Ogdensburg City Council awards WWTP project bid, despite complaints from non-union labor representative
Tuesday, September 10, 2019 - 9:23 am

BY JIMMY LAWTON
North County This Week

OGDENSBURG – Ogdensburg City Council took a tongue lashing after accepting a $35.9 million wastewater treatment plant rehabilitation project bid from Jett Industries.

Amanda Bertram, vice president of public affairs for the Associated Builders and Contractors, called the award shameful and told city councilors they should have heeded her warnings about entering into a project labor agreement just to please Gov. Andrew M. Cuomo.

A Project Labor Agreement (PLA), is a pre-hire collective bargaining agreement with one or more labor organizations that establishes the terms of employment for a specific project.

The controversial agreements are often met with lawsuits from non-union labor organizations.

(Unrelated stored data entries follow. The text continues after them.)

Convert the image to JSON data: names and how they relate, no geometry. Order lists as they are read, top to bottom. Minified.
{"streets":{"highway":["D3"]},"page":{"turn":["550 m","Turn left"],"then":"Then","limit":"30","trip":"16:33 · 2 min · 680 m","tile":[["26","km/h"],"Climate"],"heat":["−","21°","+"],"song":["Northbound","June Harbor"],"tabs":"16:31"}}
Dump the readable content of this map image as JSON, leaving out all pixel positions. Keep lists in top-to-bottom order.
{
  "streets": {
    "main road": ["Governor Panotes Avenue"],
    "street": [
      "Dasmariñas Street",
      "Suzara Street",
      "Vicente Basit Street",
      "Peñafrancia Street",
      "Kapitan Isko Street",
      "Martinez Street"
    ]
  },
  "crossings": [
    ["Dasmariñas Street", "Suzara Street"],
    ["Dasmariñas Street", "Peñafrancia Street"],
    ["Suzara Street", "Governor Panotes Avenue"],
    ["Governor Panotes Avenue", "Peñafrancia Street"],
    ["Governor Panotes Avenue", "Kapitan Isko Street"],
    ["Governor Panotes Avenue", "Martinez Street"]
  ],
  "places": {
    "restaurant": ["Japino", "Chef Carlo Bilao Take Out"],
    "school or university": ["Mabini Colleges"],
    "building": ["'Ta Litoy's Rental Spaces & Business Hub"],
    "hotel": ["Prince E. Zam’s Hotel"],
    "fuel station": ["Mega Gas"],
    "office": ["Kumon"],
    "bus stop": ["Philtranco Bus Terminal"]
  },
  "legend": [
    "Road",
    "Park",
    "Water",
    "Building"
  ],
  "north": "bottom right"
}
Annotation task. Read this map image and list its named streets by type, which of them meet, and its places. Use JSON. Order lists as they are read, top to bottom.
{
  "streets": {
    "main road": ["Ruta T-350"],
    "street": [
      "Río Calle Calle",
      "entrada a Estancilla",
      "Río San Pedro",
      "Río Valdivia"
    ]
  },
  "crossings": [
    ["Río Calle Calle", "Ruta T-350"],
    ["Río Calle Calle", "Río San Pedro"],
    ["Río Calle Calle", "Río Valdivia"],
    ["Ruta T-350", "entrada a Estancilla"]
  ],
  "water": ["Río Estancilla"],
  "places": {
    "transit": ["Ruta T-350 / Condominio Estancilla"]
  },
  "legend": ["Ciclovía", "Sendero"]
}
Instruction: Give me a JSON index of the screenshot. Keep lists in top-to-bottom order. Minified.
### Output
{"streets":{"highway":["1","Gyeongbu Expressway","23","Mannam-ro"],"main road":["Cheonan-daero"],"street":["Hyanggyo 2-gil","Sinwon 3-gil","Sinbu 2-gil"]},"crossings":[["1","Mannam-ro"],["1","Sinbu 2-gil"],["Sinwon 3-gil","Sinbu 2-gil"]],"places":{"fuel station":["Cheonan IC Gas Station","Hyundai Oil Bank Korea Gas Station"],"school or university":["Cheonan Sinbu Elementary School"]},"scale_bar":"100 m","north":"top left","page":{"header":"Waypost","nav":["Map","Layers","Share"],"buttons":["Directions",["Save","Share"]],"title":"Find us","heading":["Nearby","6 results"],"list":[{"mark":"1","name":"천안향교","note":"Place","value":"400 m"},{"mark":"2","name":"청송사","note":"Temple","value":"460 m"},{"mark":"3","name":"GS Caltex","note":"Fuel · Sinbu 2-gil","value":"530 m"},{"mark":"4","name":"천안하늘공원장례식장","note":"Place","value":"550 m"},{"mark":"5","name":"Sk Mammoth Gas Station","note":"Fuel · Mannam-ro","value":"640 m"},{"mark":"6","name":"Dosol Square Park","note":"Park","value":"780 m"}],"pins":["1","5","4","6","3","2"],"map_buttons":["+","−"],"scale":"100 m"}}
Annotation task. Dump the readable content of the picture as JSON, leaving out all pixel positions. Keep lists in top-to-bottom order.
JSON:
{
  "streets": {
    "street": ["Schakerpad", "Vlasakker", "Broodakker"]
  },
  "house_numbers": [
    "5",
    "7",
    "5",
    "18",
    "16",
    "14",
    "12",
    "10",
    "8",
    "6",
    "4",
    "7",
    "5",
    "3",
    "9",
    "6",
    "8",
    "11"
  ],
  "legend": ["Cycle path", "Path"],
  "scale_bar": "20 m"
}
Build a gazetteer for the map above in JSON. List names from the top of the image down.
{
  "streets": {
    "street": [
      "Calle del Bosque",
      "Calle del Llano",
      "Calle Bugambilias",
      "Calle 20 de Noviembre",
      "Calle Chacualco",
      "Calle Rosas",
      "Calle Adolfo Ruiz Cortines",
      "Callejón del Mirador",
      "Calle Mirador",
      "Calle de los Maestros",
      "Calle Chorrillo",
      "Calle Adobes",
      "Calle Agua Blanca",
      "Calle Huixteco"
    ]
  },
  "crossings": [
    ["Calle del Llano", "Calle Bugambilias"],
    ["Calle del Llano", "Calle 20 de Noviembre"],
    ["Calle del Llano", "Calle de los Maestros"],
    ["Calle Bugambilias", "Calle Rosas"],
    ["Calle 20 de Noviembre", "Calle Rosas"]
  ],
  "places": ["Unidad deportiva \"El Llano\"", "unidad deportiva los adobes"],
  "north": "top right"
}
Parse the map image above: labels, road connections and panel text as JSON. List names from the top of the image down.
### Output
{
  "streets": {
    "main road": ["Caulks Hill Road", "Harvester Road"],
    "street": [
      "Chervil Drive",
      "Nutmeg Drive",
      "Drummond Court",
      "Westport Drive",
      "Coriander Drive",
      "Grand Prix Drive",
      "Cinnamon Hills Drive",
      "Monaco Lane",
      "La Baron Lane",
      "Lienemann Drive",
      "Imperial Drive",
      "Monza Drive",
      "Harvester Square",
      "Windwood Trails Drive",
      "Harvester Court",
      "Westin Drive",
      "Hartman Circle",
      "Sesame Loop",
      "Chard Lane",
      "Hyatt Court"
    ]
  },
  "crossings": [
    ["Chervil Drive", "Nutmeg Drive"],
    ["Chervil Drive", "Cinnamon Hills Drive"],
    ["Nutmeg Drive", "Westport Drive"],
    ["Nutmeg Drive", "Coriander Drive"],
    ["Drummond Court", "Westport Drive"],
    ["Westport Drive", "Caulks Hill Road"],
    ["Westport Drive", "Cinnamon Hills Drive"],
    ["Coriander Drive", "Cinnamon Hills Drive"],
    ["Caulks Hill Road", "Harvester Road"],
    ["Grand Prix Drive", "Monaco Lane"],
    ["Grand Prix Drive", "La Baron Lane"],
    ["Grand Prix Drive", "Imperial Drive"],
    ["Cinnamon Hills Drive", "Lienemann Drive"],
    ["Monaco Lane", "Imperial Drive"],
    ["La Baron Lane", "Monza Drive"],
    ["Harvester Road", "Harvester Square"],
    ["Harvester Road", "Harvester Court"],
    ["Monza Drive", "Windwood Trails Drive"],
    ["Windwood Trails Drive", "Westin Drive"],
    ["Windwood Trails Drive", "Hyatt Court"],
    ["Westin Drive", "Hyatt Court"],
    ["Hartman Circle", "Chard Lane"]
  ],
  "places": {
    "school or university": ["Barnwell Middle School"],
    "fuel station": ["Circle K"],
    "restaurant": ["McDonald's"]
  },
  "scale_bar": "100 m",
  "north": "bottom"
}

An engineering firm hired by the city performed a study showing that the city could save nearly $1 million by entering a PLA, however all bids received for the project came back significantly higher than the engineers for the project agreement expected with the lowest coming in $6 million over estimates.

Bertram blamed the high bids on the low pool of allowable bidders. She contested that baring non-union bidders means less competition and therefore less competitive bids.

City Manager Sarah Purdy said that information provided to her by engineers showed bids across the state have been coming in higher than engineering estimates in scenarios where PLAs are used as well as when they are not.

The city had planned to perform the project and several alternates at a cost of $35 million, but bids for that came in at more than $40 million.

For the city’s part, council was ready to move on the bids in order to avoid further fines from the DEC and Environmental Protection Agency for issues related to polluting the St. Lawrence River and safety concerns regarding the chlorine gas used at the plant.

Several councilors discussed the dangerous working conditions at the plant and said the project could be delayed no longer.

However, Bertram questioned how concerned the city council actually was, since they were set to go to bid in December of 2018, but delayed the project significantly in order to determine the feasibility of entering a PLA.

Purdy said the city is already being fined for delays in the project and that the city needed to act now.

The contract with Jett Industries sets a $35.9 million limit on the project and was approved unanimously, however the council approved the city manager to borrow as much as $49 million for the project to ensure financing is in place in case of unforeseen circumstances.

The project is expected to raise water rates from $417 annually to $700 annually in time, but it is unlikely rates will be hiked drastically in coming budget years. Purdy said the hike will likely occur gradually over time.

Despite concerns raised by Bertram, the board unanimously voted in favor of awarding the bid.